The government newspaper al-Thawra also criticized the US president saying: “He (Obama) didn’t forget his arrogance in telling a sovereign country what to do … and threatening to isolate this country if it fails to do as told.”

More than 850 people have been killed and thousands arrested since the protests began in mid-March, according to human rights groups and the United Nations.

Mr. Assad’s government has blamed the violence on “armed terrorist gangs” backed by Islamists and foreign agitators.

The confident 46-year-old president earlier this week said he believes the unrest was coming to an end and, in an unusual step, acknowledged “mistakes” by the country’s security services.

Syria deployed tanks in a border village on Thursday, witnesses told Reuters, ignoring growing international pressure calling on President Assad to stop trying to crush popular unrest or step aside.
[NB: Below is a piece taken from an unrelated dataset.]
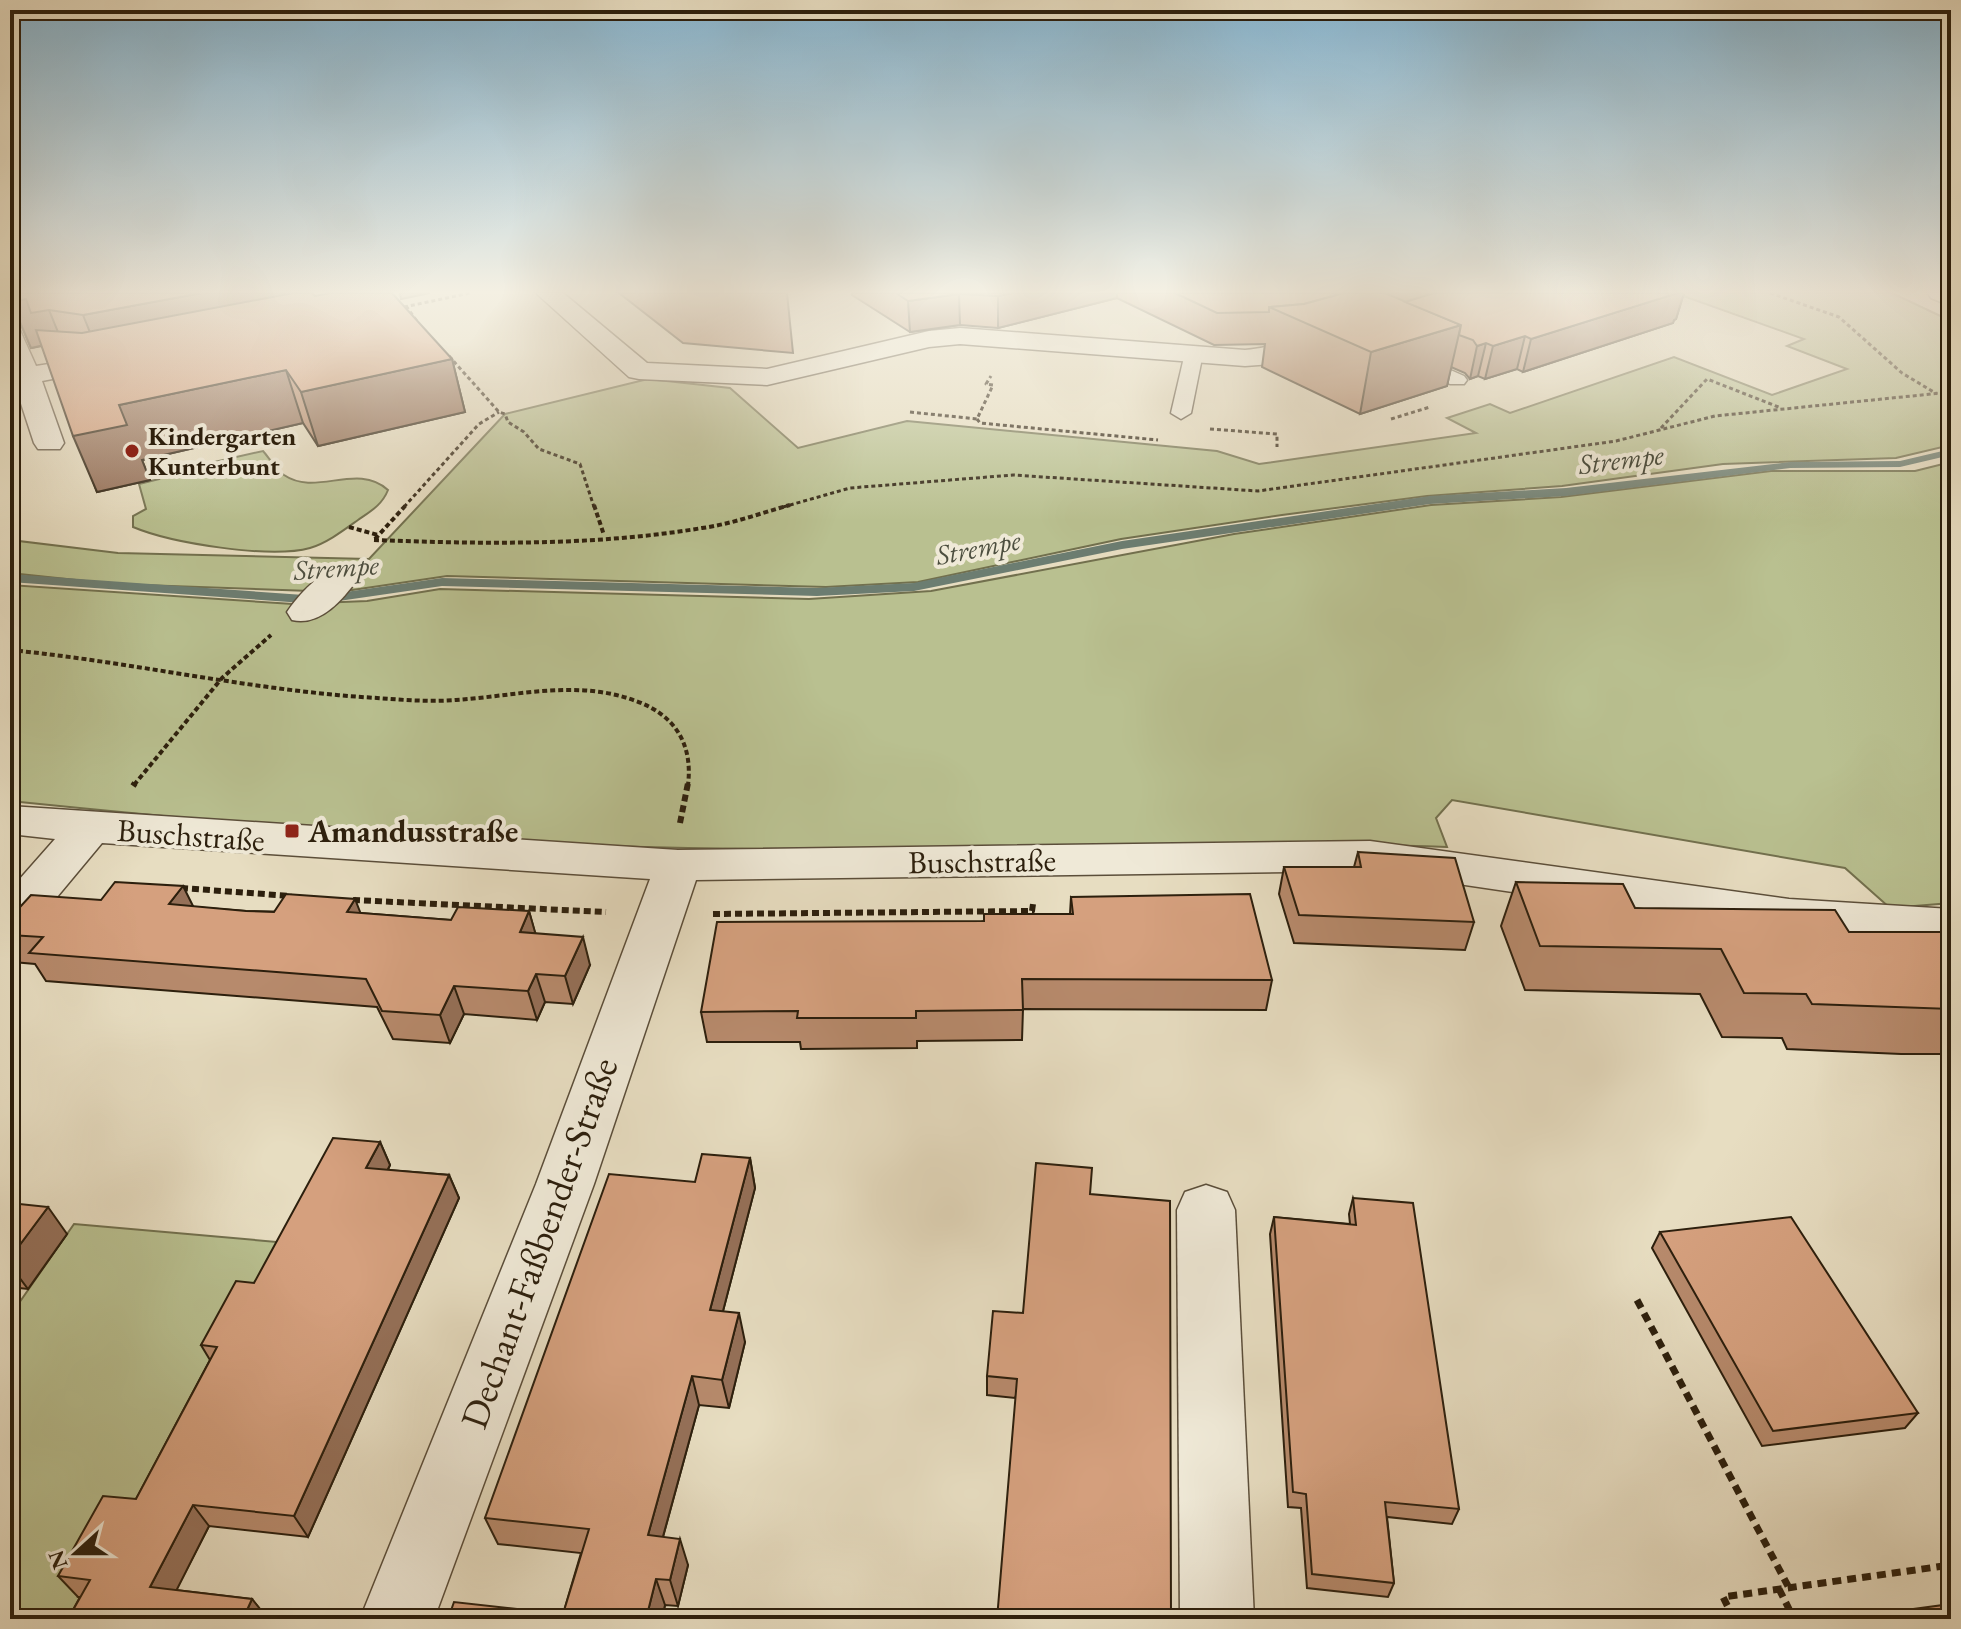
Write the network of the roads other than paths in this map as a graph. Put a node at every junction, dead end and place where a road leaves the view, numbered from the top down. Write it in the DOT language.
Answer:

Rights groups troops backed by tanks deployed in a Syrian border village, clearly visible from adjacent Lebanon.

On Thursday Syrian soldiers could be seen deploying along a stream in Arida, a Syrian village next to Lebanon’s northern border, and entering homes. Lebanese soldiers fanned out on their side of the frontier.

Earlier, sporadic gunfire and shelling were heard from the village. Arida is near the mostly Sunni Muslim town of Tel Kalakh, where one rights activist says Syrian troops have killed at least 27 civilians since entering on Saturday, Reuters reported.

A resident said that armored personnel carriers and dozens of buses filled with soldiers had begun pulling out of Tel Kalakh around noon on Thursday and were heading north.

The protests have posed the greatest challenge to nearly five decades of rule by his Baath party, which is controlled by members of the minority Alawite community, an offshoot of Shiite Islam.

Western powers initially were hesitant to criticize Mr. Assad’s regime due to Syria’s geopolitical and strategic importance in the region and fears of possible civil war if the regime were to collapse.

Washington and its European allies imposed sanctions on President Assad and his top aides this week in a bid to pressure his authoritarian regime to stop a brutal crackdown on pro-democracy protests roiling the country for the last two months.